• **WORK REQUIRED**
Every line of the data should be written out exactly, with the pictures left out.

• **PROVIDED ENTRIES**
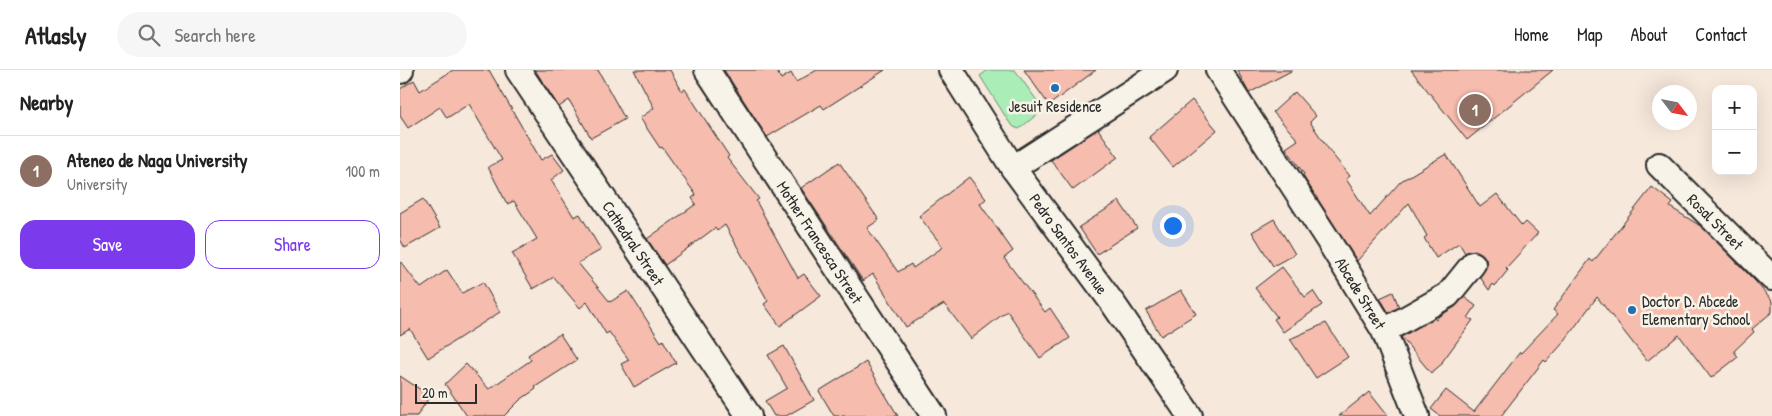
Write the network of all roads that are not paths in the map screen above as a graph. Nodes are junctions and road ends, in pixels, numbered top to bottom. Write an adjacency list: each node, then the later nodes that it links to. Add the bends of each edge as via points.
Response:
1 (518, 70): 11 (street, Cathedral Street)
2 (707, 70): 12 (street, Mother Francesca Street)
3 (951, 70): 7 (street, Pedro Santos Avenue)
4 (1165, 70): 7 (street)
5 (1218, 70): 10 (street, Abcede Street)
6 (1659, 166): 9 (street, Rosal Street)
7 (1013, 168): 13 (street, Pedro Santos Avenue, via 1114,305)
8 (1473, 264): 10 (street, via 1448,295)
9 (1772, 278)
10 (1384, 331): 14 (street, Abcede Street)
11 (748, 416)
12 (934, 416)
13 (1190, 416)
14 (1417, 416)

• **WRITTEN SOLUTION**
Write the network of all roads that are not paths in the map screen above as a graph. Nodes are junctions and road ends, in pixels, numbered top to bottom. Write an adjacency list: each node, then the later nodes that it links to. Add the bends of each edge as via points.
Response:
1 (518, 70): 11 (street, Cathedral Street)
2 (707, 70): 12 (street, Mother Francesca Street)
3 (951, 70): 7 (street, Pedro Santos Avenue)
4 (1165, 70): 7 (street)
5 (1218, 70): 10 (street, Abcede Street)
6 (1659, 166): 9 (street, Rosal Street)
7 (1013, 168): 13 (street, Pedro Santos Avenue, via 1114,305)
8 (1473, 264): 10 (street, via 1448,295)
9 (1772, 278)
10 (1384, 331): 14 (street, Abcede Street)
11 (748, 416)
12 (934, 416)
13 (1190, 416)
14 (1417, 416)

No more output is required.